- **Problem to solve**
Could you please retype all of the entries exactly as they appear?

- **Extracted records**
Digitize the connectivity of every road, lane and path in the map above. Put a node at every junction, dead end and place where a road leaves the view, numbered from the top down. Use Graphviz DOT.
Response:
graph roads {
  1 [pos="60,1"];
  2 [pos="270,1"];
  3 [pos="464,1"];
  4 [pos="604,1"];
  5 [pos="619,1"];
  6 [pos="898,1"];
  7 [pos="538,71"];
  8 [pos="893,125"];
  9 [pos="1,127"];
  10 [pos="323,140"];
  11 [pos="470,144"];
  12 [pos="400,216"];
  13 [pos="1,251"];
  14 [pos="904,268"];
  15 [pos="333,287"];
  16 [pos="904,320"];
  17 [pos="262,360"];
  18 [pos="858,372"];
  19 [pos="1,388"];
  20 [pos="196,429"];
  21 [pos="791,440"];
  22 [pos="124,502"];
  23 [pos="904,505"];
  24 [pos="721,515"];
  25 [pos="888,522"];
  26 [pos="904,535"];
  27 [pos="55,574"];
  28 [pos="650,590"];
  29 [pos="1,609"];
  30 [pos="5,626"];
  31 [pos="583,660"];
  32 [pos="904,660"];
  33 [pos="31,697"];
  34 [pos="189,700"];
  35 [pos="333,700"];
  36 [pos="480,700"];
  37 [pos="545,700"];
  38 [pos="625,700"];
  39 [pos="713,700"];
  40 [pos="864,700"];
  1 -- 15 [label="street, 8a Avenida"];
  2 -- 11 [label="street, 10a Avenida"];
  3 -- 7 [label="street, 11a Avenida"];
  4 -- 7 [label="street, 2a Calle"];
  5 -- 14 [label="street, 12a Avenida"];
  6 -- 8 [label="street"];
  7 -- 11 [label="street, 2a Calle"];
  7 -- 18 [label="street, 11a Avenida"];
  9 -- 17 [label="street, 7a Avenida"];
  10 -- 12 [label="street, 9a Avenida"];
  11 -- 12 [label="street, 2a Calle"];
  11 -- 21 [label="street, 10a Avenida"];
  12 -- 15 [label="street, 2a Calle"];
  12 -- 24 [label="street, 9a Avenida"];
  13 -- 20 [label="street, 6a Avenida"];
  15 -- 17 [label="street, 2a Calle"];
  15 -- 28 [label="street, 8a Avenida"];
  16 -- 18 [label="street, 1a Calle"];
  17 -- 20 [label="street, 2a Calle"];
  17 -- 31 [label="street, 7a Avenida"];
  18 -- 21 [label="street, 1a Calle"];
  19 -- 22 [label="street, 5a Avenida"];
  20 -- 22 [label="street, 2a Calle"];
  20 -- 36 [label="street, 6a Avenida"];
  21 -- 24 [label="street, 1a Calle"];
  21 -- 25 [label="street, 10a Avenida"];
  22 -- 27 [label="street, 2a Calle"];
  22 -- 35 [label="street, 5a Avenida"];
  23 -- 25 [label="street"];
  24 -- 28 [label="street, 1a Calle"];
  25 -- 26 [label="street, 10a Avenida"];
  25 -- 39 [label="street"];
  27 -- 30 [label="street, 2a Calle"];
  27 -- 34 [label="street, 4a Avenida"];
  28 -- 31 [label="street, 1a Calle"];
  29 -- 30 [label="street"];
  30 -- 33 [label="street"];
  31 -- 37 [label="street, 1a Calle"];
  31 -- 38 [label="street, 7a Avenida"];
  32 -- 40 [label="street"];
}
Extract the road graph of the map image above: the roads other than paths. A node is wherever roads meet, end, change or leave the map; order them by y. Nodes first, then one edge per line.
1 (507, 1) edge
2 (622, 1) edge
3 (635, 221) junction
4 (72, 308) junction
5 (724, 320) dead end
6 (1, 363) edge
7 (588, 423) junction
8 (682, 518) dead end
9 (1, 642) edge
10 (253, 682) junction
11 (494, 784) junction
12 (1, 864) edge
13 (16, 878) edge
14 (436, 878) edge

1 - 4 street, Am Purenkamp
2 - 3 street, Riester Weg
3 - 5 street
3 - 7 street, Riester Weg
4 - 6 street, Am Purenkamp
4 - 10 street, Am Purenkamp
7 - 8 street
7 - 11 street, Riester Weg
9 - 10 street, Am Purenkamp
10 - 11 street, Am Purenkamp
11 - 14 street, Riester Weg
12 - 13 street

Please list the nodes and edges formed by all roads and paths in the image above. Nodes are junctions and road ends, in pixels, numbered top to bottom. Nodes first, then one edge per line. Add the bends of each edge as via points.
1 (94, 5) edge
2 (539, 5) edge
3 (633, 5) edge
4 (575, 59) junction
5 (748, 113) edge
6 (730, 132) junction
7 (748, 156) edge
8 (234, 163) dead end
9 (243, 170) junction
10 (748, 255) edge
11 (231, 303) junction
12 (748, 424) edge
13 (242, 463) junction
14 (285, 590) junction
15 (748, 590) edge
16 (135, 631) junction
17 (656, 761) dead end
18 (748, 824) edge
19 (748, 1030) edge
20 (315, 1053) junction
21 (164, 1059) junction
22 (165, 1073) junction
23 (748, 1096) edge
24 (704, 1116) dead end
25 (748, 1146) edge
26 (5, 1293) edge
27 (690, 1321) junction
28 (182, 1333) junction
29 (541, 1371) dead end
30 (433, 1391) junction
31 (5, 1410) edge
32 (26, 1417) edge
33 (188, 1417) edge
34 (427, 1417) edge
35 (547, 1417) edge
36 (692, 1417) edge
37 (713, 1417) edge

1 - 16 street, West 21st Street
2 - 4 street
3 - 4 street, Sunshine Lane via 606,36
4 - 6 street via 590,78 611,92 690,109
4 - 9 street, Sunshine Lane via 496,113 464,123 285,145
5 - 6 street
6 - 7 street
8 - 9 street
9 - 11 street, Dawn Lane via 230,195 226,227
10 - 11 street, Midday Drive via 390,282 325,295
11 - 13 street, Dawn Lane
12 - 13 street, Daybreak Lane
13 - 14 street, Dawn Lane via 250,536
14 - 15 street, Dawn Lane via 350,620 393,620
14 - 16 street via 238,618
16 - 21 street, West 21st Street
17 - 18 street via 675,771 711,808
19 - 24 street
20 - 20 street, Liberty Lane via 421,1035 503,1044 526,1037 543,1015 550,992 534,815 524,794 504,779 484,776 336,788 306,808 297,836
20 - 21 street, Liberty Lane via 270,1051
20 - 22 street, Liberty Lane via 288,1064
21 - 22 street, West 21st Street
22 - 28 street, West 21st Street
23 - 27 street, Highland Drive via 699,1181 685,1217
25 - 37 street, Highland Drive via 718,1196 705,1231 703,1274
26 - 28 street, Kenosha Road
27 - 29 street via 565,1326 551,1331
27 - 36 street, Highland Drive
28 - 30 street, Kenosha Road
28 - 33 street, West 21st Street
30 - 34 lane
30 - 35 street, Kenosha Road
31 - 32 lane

- **Result of this exercise**
Digitize the connectivity of every road, lane and path in the map above. Put a node at every junction, dead end and place where a road leaves the view, numbered from the top down. Use Graphviz DOT.
Response:
graph roads {
  1 [pos="60,1"];
  2 [pos="270,1"];
  3 [pos="464,1"];
  4 [pos="604,1"];
  5 [pos="619,1"];
  6 [pos="898,1"];
  7 [pos="538,71"];
  8 [pos="893,125"];
  9 [pos="1,127"];
  10 [pos="323,140"];
  11 [pos="470,144"];
  12 [pos="400,216"];
  13 [pos="1,251"];
  14 [pos="904,268"];
  15 [pos="333,287"];
  16 [pos="904,320"];
  17 [pos="262,360"];
  18 [pos="858,372"];
  19 [pos="1,388"];
  20 [pos="196,429"];
  21 [pos="791,440"];
  22 [pos="124,502"];
  23 [pos="904,505"];
  24 [pos="721,515"];
  25 [pos="888,522"];
  26 [pos="904,535"];
  27 [pos="55,574"];
  28 [pos="650,590"];
  29 [pos="1,609"];
  30 [pos="5,626"];
  31 [pos="583,660"];
  32 [pos="904,660"];
  33 [pos="31,697"];
  34 [pos="189,700"];
  35 [pos="333,700"];
  36 [pos="480,700"];
  37 [pos="545,700"];
  38 [pos="625,700"];
  39 [pos="713,700"];
  40 [pos="864,700"];
  1 -- 15 [label="street, 8a Avenida"];
  2 -- 11 [label="street, 10a Avenida"];
  3 -- 7 [label="street, 11a Avenida"];
  4 -- 7 [label="street, 2a Calle"];
  5 -- 14 [label="street, 12a Avenida"];
  6 -- 8 [label="street"];
  7 -- 11 [label="street, 2a Calle"];
  7 -- 18 [label="street, 11a Avenida"];
  9 -- 17 [label="street, 7a Avenida"];
  10 -- 12 [label="street, 9a Avenida"];
  11 -- 12 [label="street, 2a Calle"];
  11 -- 21 [label="street, 10a Avenida"];
  12 -- 15 [label="street, 2a Calle"];
  12 -- 24 [label="street, 9a Avenida"];
  13 -- 20 [label="street, 6a Avenida"];
  15 -- 17 [label="street, 2a Calle"];
  15 -- 28 [label="street, 8a Avenida"];
  16 -- 18 [label="street, 1a Calle"];
  17 -- 20 [label="street, 2a Calle"];
  17 -- 31 [label="street, 7a Avenida"];
  18 -- 21 [label="street, 1a Calle"];
  19 -- 22 [label="street, 5a Avenida"];
  20 -- 22 [label="street, 2a Calle"];
  20 -- 36 [label="street, 6a Avenida"];
  21 -- 24 [label="street, 1a Calle"];
  21 -- 25 [label="street, 10a Avenida"];
  22 -- 27 [label="street, 2a Calle"];
  22 -- 35 [label="street, 5a Avenida"];
  23 -- 25 [label="street"];
  24 -- 28 [label="street, 1a Calle"];
  25 -- 26 [label="street, 10a Avenida"];
  25 -- 39 [label="street"];
  27 -- 30 [label="street, 2a Calle"];
  27 -- 34 [label="street, 4a Avenida"];
  28 -- 31 [label="street, 1a Calle"];
  29 -- 30 [label="street"];
  30 -- 33 [label="street"];
  31 -- 37 [label="street, 1a Calle"];
  31 -- 38 [label="street, 7a Avenida"];
  32 -- 40 [label="street"];
}
Extract the road graph of the map image above: the roads other than paths. A node is wherever roads meet, end, change or leave the map; order them by y. Nodes first, then one edge per line.
1 (507, 1) edge
2 (622, 1) edge
3 (635, 221) junction
4 (72, 308) junction
5 (724, 320) dead end
6 (1, 363) edge
7 (588, 423) junction
8 (682, 518) dead end
9 (1, 642) edge
10 (253, 682) junction
11 (494, 784) junction
12 (1, 864) edge
13 (16, 878) edge
14 (436, 878) edge

1 - 4 street, Am Purenkamp
2 - 3 street, Riester Weg
3 - 5 street
3 - 7 street, Riester Weg
4 - 6 street, Am Purenkamp
4 - 10 street, Am Purenkamp
7 - 8 street
7 - 11 street, Riester Weg
9 - 10 street, Am Purenkamp
10 - 11 street, Am Purenkamp
11 - 14 street, Riester Weg
12 - 13 street

Please list the nodes and edges formed by all roads and paths in the image above. Nodes are junctions and road ends, in pixels, numbered top to bottom. Nodes first, then one edge per line. Add the bends of each edge as via points.
1 (94, 5) edge
2 (539, 5) edge
3 (633, 5) edge
4 (575, 59) junction
5 (748, 113) edge
6 (730, 132) junction
7 (748, 156) edge
8 (234, 163) dead end
9 (243, 170) junction
10 (748, 255) edge
11 (231, 303) junction
12 (748, 424) edge
13 (242, 463) junction
14 (285, 590) junction
15 (748, 590) edge
16 (135, 631) junction
17 (656, 761) dead end
18 (748, 824) edge
19 (748, 1030) edge
20 (315, 1053) junction
21 (164, 1059) junction
22 (165, 1073) junction
23 (748, 1096) edge
24 (704, 1116) dead end
25 (748, 1146) edge
26 (5, 1293) edge
27 (690, 1321) junction
28 (182, 1333) junction
29 (541, 1371) dead end
30 (433, 1391) junction
31 (5, 1410) edge
32 (26, 1417) edge
33 (188, 1417) edge
34 (427, 1417) edge
35 (547, 1417) edge
36 (692, 1417) edge
37 (713, 1417) edge

1 - 16 street, West 21st Street
2 - 4 street
3 - 4 street, Sunshine Lane via 606,36
4 - 6 street via 590,78 611,92 690,109
4 - 9 street, Sunshine Lane via 496,113 464,123 285,145
5 - 6 street
6 - 7 street
8 - 9 street
9 - 11 street, Dawn Lane via 230,195 226,227
10 - 11 street, Midday Drive via 390,282 325,295
11 - 13 street, Dawn Lane
12 - 13 street, Daybreak Lane
13 - 14 street, Dawn Lane via 250,536
14 - 15 street, Dawn Lane via 350,620 393,620
14 - 16 street via 238,618
16 - 21 street, West 21st Street
17 - 18 street via 675,771 711,808
19 - 24 street
20 - 20 street, Liberty Lane via 421,1035 503,1044 526,1037 543,1015 550,992 534,815 524,794 504,779 484,776 336,788 306,808 297,836
20 - 21 street, Liberty Lane via 270,1051
20 - 22 street, Liberty Lane via 288,1064
21 - 22 street, West 21st Street
22 - 28 street, West 21st Street
23 - 27 street, Highland Drive via 699,1181 685,1217
25 - 37 street, Highland Drive via 718,1196 705,1231 703,1274
26 - 28 street, Kenosha Road
27 - 29 street via 565,1326 551,1331
27 - 36 street, Highland Drive
28 - 30 street, Kenosha Road
28 - 33 street, West 21st Street
30 - 34 lane
30 - 35 street, Kenosha Road
31 - 32 lane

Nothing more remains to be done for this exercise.